This Giving Tuesday, we welcome financial support to further our mission of liberating the writing, art, and creativity of folks in prison. You can donate here. Thank you for all and any support. We are truly grateful for this powerful community we have built.
Empowerment Avenue is excited to announced that on September 28, the Mellon Foundation agreed to provide us with operational funding for the next three years, as part of a larger grant initiative that will invest in writing and artwork from prison. This was after a nine-month grant writing process in which our team detailed what we have accomplished as a collective and outlined our vision for growth and increased impact. We truly see Empowerment Avenue writers and artists as leaders in social justice, journalism, writing, and the creative arts. We are honored that Mellon believes in that vision as well. Their funding will increase our capacity to serve and also opens up opportunities for Empowerment Avenue to fund the ideas of incarcerated people.
For Writing for Liberation, we plan to launch another outreach initiative to bring on new volunteers, so we can onboard and support new writers who represent a range of voices, experiences, and locations across the country. (If you know someone interested in volunteering, email us at empowermentave@gmail.com.) We are streamlining our support to incarcerated writers who have already begun their publishing journey, as we feel this is where the program can have the most impact. We will also prioritize onboarding women and LGBTQ+ writers, who have not been sufficiently represented in our cohort.
Our Visual Arts for Liberation track currently has two cohorts—San Quentin and we recently added the Central California Women’s Facility at Chowchilla. Moving forward, we will seek to add cohorts from other prisons in other states. We are currently working with the Chowchilla cohort to produce an interactive visual art exhibition curated from within the prison by Tomiekia Johnson and Chantell Gosztyla called The Only Door I Can Open: Women Exposing Prison Through Art and Poetry. This is a follow up partnership with Flyaway Productions and Museum of African Diaspora (MoAD) that will culminate in an online exhibition at MoAD in September of 2023 and an in-person installation at Minnesota Street Project (a series of gallery spaces in San Francisco). Through the run of the project all artwork will be for sale. Rahsaan and Christine will also be working on writing a Guide for Inside Curators, to be distributed both inside and outside to organizations who want to work with an inside curator.
Another major focus of our efforts for 2023 is to host an Artist Power Convening. We were selected by our peers for a small amount of funding by Yerba Buena Center for the Arts (YBCA) to host a diverse group of art professionals to provide feedback and guidance on Visual Arts for Liberation with the goal of learning and connecting. The conversation will help us to brainstorm ways to build an audience as well as a collector base and plant seeds for coalition building and future partnerships. We’ll be inviting curators, art market professionals, gallery owners, formerly incarcerated artists, and related social justice organizations. All of this will be recorded so that we can share transcripts with our cohorts inside.

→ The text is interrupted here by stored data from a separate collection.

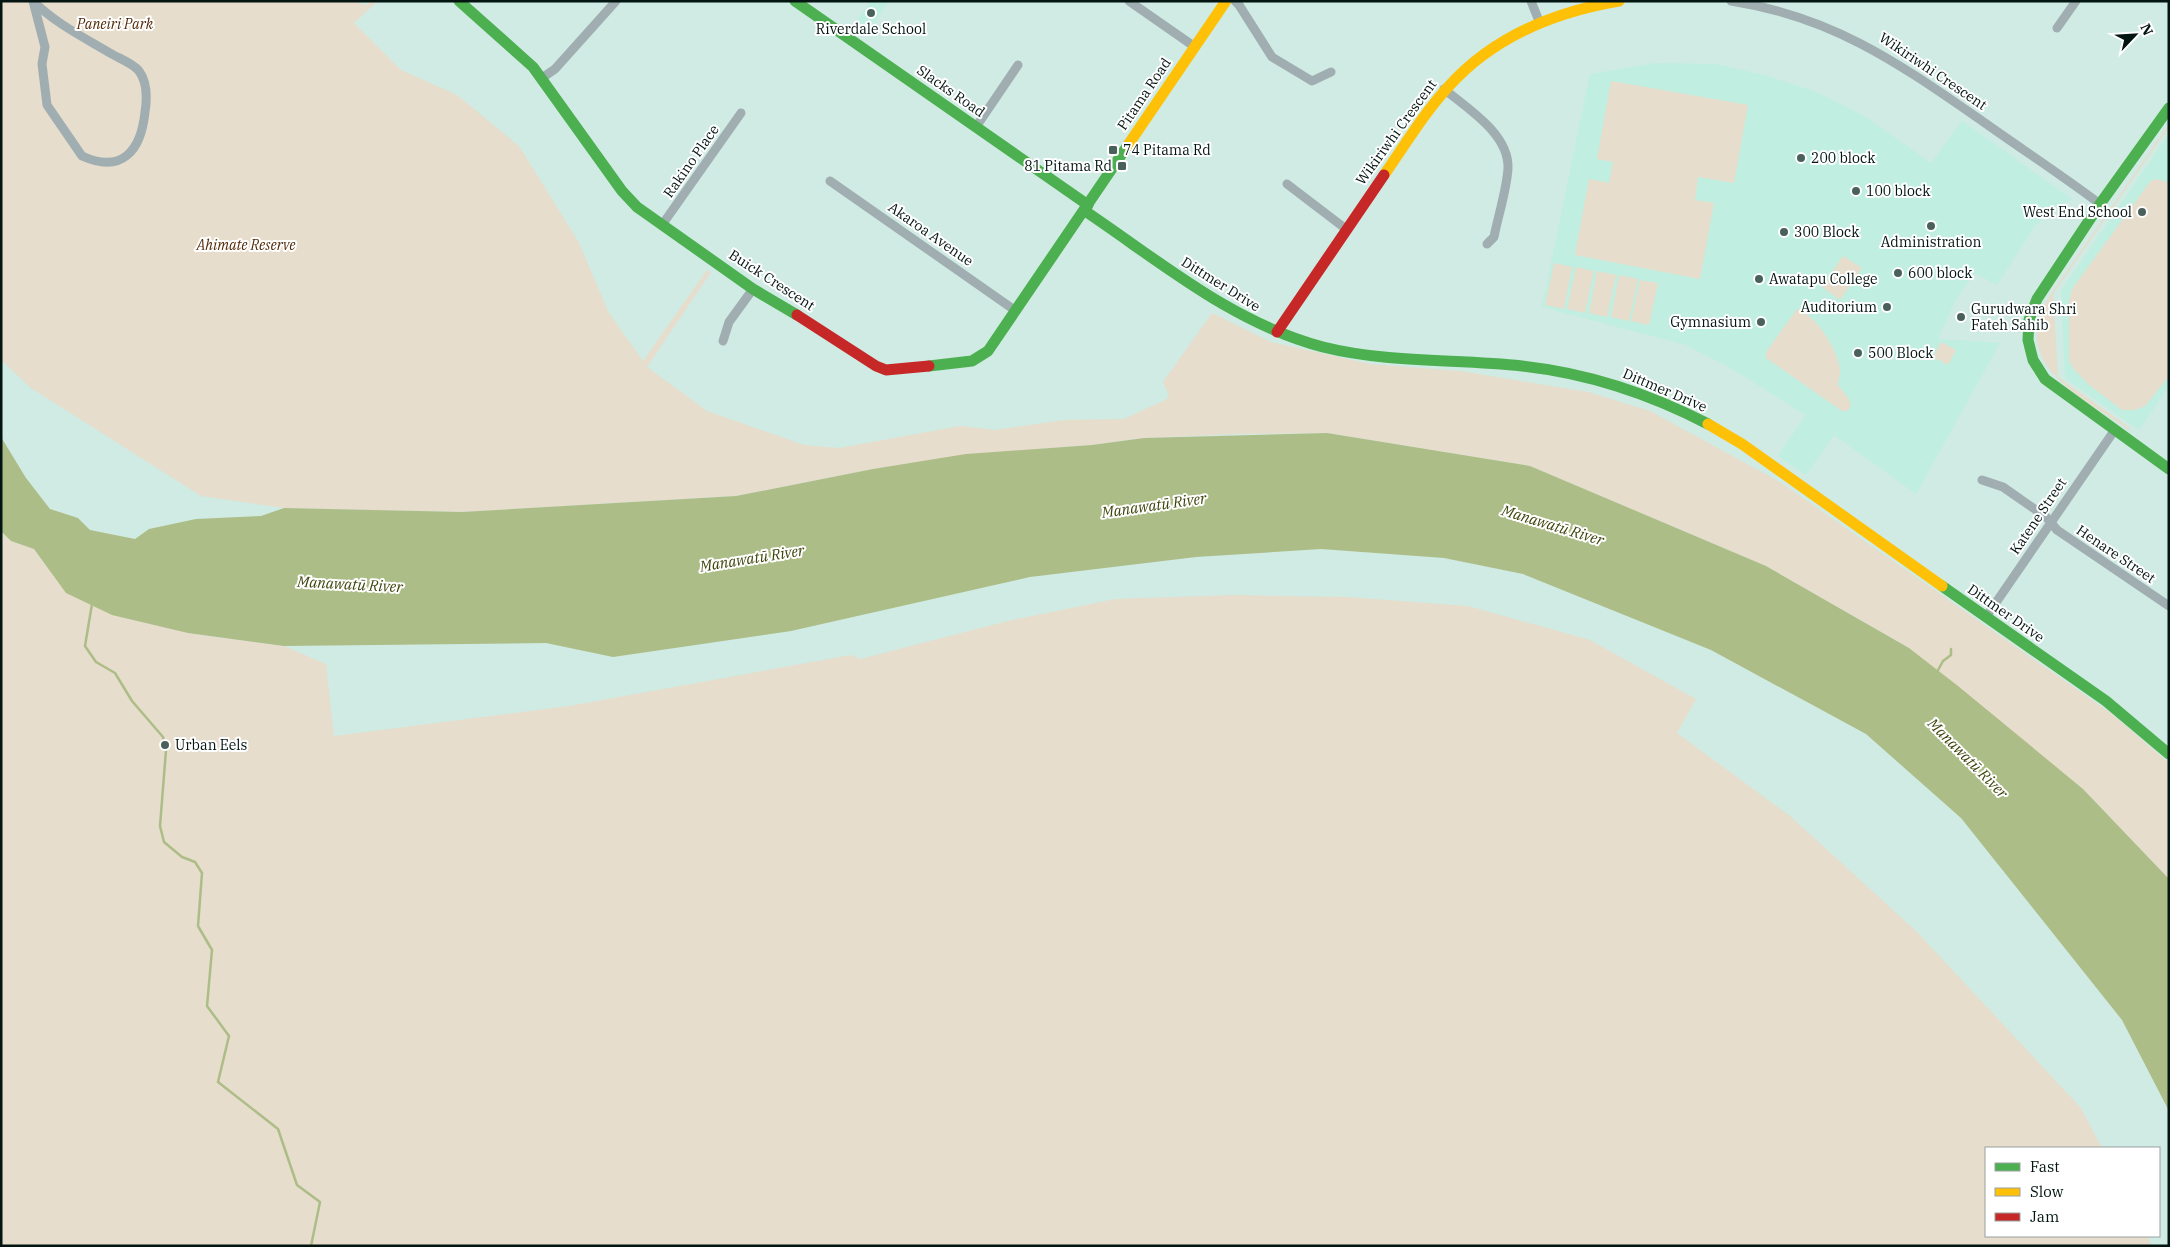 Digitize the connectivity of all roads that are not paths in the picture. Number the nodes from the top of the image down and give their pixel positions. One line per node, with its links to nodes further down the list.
1 (33, 1): 1 (street)
2 (458, 1): 17 (street, Buick Crescent)
3 (616, 1): 17 (street)
4 (795, 1): 21 (street, Slacks Road)
5 (1128, 1): 14 (street)
6 (1226, 1): 14 (street, Pitama Road)
7 (1235, 1): 16 (street)
8 (1531, 1): 12 (street)
9 (1619, 1): 12 (street, Wikiriwhi Crescent)
10 (1731, 1): 24 (street, Wikiriwhi Crescent)
11 (2076, 1): 13 (street)
12 (1539, 22): 18 (street, Wikiriwhi Crescent)
13 (2057, 28)
14 (1195, 47): 25 (street, Pitama Road)
15 (1018, 65): 21 (street)
16 (1331, 72)
17 (542, 78): 26 (street, Buick Crescent)
18 (1444, 89): 27 (street, Wikiriwhi Crescent); 28 (street)
19 (2169, 108): 24 (street)
20 (742, 113): 26 (street, Rakino Place)
21 (976, 127): 25 (street, Slacks Road)
22 (830, 180): 30 (street, Akaroa Avenue)
23 (1287, 184): 27 (street)
24 (2100, 204): 33 (street)
25 (1087, 208): 30 (street, Buick Crescent); 31 (street, Dittmer Drive)
26 (662, 225): 29 (street, Buick Crescent)
27 (1346, 229): 31 (street, Wikiriwhi Crescent)
28 (1487, 244)
29 (753, 289): 30 (street, Buick Crescent); 32 (street)
30 (1016, 311)
31 (1277, 332): 38 (street, Dittmer Drive)
32 (723, 342)
33 (2114, 431): 34 (street); 36 (street, Katene Street)
34 (2169, 469)
35 (1982, 480): 36 (street, Henare Street)
36 (2050, 522): 37 (street, Henare Street); 38 (street, Katene Street)
37 (2169, 606)
38 (1986, 617): 39 (street, Dittmer Drive)
39 (2169, 754)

The thing we are most excited about is that for all three years of our Mellon funding, we’ll have a flexible fund specifically to support projects from Empowerment Avenue writers and artists. This fund will grow year over year, with the goal that we can increasingly distribute the leadership and program growth of EA to writers and artists inside.
Empowerment Avenue started as an idea Rahsaan came up with and Emily was open to doing the work to make the concept a reality. Christine Lashaw joined in 2021 and uses her experience working at the Oakland Museum of California for 23 years to organize the expansion of our visual artists program. Our growth in two years has been incredible and we’re looking forward to seeing what ideas the next incarcerated person comes up with and how much further we can go together.
Let’s do this!
Love,
Rahsaan, Emily, Christine
Our Latest Work
For The Guardian, EA writer Felix Sitthivong exposed a health crisis inside Washington State prisons. In partnership with outside journalist Sam Levin, the pair wrote about how a diabetic man pleaded for insulin before his death.
Antoine Davis is an incarcerated writer who's a part of EA writer Christopher Blackwell’s writing mentorship program. He recently published a story in Counter Punch1 about his connection with a correctional officer.
For The Marshall Project2, EA writer Ryan Moser wrote the powerful piece “Between Addiction and Prison, I Left My Boy Without a Dad” about the pain he caused his son and his hopes for healing their relationship. “I felt like a phantom parent who floated in and out of D.’s life just like those hot air balloons — totally present and loving when we were together, and uninvolved when we were apart,” Ryan writes.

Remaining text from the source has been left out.